* **DATASET ENTRIES**:

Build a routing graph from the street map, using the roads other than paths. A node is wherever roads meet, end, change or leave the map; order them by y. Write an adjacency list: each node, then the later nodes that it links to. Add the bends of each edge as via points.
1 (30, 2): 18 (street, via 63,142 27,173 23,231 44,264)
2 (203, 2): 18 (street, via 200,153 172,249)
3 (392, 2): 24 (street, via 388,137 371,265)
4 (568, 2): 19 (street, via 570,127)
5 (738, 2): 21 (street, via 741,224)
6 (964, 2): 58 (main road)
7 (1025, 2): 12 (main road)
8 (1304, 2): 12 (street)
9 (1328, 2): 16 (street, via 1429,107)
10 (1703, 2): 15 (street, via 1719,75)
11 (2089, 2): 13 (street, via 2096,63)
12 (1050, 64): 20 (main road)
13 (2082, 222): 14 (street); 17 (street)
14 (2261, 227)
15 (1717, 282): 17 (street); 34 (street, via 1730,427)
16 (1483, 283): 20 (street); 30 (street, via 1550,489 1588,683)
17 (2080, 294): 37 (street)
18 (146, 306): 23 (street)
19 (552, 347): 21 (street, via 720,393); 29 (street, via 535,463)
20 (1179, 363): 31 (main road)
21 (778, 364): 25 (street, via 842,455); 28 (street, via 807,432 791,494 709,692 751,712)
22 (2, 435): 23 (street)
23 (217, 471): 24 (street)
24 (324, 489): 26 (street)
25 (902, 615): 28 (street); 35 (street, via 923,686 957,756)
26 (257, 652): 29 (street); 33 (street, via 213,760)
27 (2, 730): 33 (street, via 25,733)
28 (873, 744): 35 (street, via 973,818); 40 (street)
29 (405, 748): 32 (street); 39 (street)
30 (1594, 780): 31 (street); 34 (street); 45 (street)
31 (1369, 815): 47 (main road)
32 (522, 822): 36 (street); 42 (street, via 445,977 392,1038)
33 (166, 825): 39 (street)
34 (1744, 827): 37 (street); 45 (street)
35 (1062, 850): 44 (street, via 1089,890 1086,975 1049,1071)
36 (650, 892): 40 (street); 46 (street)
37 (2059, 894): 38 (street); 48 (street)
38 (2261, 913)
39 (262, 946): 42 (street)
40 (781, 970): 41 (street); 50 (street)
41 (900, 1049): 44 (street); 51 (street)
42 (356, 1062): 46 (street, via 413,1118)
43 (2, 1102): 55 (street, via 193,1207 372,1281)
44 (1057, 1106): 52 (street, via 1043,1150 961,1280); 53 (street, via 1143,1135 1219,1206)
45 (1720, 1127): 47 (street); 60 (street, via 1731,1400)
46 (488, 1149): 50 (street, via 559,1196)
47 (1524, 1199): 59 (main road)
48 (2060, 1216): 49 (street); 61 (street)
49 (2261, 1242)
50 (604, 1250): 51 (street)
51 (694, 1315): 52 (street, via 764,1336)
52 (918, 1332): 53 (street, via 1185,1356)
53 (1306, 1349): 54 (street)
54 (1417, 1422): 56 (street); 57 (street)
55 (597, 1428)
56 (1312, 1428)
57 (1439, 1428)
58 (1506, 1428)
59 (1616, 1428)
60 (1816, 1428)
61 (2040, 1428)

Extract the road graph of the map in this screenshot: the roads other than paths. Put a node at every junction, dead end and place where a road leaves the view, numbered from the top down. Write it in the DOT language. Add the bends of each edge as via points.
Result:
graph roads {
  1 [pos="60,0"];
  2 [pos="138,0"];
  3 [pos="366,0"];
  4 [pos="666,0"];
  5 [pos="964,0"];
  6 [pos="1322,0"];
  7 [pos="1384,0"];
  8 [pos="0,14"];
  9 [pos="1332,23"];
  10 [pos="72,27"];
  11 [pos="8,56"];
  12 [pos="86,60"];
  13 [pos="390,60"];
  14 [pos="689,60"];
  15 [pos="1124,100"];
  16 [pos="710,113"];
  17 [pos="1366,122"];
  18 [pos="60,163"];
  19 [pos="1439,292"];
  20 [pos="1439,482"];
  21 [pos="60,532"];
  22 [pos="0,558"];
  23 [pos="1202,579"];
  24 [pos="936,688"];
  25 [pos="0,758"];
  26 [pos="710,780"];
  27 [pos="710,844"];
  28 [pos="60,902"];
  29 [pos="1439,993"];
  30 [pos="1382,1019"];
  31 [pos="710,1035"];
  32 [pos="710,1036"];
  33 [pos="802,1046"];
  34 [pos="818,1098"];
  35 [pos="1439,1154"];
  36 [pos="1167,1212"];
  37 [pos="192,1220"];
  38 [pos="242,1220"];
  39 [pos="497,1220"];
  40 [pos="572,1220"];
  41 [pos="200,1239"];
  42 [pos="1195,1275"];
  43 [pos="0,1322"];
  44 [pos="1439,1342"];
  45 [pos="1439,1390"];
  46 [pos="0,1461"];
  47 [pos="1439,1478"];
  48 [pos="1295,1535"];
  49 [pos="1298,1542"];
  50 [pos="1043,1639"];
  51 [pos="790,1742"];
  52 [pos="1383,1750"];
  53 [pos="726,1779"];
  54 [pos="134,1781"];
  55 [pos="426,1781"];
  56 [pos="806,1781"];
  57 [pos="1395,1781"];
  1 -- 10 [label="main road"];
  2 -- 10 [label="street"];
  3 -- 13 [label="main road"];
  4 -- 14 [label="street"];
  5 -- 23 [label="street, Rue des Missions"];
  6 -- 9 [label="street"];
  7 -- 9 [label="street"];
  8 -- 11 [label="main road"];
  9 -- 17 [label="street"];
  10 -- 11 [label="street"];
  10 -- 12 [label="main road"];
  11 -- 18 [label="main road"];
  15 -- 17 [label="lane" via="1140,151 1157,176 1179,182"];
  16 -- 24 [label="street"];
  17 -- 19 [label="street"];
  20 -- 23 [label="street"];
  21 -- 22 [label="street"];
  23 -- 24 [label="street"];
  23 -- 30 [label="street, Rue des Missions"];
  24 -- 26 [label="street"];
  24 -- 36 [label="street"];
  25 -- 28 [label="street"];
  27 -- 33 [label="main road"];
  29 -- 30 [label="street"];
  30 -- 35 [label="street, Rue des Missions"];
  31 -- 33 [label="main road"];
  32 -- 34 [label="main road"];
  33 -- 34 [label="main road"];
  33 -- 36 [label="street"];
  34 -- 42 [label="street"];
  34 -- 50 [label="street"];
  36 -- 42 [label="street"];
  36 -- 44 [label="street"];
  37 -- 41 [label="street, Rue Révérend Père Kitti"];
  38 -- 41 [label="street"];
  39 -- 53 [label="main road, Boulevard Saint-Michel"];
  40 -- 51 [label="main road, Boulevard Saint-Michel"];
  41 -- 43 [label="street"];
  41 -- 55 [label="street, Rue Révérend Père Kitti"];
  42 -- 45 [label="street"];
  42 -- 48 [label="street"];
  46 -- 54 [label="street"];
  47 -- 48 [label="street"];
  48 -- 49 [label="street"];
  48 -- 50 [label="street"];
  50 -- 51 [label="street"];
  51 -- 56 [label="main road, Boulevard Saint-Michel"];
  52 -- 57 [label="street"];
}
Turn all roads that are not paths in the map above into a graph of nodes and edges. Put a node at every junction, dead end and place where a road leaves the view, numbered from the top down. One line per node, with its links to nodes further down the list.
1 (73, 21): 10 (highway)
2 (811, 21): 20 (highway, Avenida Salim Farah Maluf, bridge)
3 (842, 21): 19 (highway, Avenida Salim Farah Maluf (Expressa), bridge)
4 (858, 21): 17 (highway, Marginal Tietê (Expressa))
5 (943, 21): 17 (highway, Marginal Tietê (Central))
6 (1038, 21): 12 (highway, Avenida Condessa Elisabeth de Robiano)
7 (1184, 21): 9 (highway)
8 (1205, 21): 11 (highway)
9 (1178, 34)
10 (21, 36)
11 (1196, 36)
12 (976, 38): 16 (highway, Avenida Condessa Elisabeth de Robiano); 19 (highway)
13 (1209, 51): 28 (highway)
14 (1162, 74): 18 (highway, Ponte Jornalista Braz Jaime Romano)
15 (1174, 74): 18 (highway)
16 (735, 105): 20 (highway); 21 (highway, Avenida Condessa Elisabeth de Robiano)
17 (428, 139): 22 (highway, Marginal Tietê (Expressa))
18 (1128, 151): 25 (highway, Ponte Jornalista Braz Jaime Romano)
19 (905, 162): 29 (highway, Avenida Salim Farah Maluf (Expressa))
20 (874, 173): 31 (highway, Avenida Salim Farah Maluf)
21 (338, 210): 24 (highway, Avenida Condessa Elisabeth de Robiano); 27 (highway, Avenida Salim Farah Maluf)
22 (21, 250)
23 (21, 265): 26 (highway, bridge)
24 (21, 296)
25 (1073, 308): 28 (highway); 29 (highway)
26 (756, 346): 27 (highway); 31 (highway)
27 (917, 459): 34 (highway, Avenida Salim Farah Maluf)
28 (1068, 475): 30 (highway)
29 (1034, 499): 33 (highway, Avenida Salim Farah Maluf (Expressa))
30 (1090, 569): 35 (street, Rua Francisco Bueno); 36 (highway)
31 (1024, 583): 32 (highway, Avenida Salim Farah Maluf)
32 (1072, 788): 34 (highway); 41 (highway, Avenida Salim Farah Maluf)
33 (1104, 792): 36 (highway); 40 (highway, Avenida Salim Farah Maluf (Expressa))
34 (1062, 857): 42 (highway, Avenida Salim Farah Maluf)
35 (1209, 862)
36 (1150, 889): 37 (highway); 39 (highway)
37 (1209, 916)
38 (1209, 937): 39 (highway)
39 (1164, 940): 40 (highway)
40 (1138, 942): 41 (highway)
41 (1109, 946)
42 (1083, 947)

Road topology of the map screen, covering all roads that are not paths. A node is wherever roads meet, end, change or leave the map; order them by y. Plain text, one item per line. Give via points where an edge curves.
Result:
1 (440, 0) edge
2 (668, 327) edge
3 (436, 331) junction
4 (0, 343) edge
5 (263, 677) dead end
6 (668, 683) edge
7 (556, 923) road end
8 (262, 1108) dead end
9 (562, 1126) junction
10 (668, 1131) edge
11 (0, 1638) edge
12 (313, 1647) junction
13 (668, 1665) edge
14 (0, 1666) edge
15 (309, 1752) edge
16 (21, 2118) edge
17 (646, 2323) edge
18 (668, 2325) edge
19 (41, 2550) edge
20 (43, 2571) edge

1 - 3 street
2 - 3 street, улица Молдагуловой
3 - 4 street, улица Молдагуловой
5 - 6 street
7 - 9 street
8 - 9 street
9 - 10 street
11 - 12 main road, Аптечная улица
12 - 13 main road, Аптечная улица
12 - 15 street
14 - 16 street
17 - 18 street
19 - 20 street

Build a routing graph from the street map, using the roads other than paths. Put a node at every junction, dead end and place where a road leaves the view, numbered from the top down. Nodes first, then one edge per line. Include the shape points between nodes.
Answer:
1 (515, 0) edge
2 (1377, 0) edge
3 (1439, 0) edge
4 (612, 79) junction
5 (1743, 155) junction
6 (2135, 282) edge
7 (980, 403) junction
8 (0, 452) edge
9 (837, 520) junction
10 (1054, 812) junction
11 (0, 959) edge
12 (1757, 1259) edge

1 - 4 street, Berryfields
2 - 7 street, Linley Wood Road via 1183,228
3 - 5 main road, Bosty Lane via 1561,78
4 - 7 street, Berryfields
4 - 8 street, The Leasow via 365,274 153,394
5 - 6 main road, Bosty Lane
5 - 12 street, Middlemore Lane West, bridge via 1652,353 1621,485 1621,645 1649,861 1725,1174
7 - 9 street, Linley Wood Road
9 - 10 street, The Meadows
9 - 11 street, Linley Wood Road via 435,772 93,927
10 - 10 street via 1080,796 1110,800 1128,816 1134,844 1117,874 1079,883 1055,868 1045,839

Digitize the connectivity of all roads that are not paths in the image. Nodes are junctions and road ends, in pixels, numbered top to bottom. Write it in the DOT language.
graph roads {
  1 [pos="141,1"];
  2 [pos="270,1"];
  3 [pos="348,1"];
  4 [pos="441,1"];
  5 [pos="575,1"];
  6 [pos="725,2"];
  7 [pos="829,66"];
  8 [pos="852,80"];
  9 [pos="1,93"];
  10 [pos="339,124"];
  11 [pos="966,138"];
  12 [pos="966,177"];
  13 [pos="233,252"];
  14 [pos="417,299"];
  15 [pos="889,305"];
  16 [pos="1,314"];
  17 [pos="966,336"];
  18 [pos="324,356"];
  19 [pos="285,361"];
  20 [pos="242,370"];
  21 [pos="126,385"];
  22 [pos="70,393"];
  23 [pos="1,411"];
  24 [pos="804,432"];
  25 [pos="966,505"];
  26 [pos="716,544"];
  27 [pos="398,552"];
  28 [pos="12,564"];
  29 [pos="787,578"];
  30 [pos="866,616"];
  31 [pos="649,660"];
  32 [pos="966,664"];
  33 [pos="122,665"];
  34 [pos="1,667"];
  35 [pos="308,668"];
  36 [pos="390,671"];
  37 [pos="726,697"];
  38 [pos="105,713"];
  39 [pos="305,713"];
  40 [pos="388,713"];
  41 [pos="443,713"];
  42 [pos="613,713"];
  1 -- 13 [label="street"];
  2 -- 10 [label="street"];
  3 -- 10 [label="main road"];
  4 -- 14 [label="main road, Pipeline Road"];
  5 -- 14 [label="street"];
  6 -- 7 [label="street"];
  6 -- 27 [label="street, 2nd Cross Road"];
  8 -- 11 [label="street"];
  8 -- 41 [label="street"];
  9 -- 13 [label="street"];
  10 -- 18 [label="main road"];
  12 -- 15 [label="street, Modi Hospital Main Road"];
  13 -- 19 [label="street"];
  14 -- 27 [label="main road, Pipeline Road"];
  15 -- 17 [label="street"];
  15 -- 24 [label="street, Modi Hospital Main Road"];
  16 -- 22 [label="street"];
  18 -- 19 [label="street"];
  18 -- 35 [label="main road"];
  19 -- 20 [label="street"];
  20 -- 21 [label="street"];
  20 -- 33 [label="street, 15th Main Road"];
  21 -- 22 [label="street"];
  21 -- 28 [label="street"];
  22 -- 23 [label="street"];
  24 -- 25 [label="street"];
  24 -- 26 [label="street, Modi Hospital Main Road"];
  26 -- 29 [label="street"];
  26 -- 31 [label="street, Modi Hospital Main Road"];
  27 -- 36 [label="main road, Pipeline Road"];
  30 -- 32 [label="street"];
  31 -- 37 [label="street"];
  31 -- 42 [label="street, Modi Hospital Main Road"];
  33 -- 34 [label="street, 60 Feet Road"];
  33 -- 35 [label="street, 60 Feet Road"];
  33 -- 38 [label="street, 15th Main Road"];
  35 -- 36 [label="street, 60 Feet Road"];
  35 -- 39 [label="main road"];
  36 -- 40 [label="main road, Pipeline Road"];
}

* **WORK REQUIRED**:
Say how many lines contain "leaves" in the material above; the number is the whole answer.

* **COMPLETED TASK**:
3